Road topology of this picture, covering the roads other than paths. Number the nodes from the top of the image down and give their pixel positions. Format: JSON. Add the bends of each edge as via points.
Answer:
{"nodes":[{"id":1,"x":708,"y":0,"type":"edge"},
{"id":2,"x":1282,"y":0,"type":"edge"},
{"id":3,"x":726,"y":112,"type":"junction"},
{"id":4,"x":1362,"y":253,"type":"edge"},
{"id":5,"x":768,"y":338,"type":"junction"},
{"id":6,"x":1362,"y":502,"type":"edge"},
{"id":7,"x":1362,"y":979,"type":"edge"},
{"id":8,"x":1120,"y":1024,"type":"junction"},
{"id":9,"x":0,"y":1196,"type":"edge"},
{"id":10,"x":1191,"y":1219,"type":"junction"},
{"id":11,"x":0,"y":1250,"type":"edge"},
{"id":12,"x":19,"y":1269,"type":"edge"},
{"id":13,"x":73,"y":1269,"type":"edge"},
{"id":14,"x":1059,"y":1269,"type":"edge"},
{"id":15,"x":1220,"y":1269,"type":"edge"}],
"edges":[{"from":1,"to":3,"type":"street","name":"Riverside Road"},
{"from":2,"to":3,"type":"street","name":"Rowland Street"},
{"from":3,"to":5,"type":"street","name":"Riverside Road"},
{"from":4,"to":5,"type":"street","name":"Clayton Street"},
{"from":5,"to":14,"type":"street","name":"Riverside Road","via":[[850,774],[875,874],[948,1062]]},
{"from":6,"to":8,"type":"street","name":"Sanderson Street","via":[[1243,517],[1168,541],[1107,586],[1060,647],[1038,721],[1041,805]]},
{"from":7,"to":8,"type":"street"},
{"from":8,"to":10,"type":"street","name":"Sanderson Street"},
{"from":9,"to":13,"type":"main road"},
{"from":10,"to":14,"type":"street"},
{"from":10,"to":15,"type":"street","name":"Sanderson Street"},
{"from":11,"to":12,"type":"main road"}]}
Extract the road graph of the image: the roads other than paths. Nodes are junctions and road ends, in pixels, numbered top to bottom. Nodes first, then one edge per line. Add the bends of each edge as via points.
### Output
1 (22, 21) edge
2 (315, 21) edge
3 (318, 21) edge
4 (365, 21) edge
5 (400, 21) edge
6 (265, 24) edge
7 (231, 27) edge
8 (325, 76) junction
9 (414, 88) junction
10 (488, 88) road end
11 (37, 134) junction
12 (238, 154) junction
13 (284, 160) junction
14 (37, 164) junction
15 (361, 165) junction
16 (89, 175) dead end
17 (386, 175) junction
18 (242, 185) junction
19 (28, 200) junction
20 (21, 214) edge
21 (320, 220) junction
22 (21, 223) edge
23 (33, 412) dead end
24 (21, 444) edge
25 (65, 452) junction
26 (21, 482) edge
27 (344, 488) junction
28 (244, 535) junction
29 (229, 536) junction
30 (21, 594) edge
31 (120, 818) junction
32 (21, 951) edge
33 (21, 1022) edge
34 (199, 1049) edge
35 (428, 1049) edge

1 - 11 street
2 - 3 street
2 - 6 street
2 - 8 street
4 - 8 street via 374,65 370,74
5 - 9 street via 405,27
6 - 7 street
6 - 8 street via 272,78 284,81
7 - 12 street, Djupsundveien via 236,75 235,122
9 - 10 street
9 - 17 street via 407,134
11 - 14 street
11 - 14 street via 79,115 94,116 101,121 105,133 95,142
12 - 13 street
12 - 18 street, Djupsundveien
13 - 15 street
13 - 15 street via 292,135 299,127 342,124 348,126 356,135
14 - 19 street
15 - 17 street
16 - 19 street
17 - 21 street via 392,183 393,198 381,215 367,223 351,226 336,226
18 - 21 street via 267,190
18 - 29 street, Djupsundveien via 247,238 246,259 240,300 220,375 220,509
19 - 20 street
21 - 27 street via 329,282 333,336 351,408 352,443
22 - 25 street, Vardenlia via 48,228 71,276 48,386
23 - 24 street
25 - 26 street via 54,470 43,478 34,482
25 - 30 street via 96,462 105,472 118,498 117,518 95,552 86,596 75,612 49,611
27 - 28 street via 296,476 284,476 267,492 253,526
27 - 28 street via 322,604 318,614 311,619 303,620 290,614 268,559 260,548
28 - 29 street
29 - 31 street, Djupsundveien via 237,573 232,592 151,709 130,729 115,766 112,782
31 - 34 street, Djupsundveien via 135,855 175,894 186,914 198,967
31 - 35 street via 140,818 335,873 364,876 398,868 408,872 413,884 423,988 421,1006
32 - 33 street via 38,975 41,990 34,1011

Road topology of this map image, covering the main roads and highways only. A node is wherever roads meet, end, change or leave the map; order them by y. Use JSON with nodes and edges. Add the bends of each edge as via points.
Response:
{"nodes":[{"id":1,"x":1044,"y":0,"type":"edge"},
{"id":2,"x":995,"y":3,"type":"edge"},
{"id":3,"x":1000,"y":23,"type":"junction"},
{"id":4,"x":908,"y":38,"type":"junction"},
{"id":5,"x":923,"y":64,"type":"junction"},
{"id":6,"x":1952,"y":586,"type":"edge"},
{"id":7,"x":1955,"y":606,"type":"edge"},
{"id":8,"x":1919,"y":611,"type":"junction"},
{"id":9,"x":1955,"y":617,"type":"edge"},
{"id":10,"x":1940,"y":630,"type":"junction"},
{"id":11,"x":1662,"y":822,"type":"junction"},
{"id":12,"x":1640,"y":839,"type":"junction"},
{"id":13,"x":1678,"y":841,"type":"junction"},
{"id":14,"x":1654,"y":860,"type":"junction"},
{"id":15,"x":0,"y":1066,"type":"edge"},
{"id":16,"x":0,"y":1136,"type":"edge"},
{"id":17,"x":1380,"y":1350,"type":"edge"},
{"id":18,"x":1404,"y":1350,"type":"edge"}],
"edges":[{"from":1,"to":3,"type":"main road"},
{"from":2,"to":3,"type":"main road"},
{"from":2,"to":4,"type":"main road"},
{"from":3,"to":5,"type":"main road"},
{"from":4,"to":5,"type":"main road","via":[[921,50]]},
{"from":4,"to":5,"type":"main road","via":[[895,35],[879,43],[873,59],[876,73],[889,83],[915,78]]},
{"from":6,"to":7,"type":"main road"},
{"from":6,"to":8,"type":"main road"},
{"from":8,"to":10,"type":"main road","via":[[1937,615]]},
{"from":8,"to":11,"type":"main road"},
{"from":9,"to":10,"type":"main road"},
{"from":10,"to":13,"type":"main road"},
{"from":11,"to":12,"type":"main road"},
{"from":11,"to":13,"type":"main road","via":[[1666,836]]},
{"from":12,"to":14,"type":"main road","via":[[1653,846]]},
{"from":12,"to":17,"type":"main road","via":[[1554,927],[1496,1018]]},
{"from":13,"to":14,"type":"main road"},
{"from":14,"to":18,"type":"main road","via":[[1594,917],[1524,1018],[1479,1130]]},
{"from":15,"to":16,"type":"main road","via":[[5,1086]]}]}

════

Try it:
Across the records above, how many lines hold the string "covering"? The number alone will do.

Exercise result:
2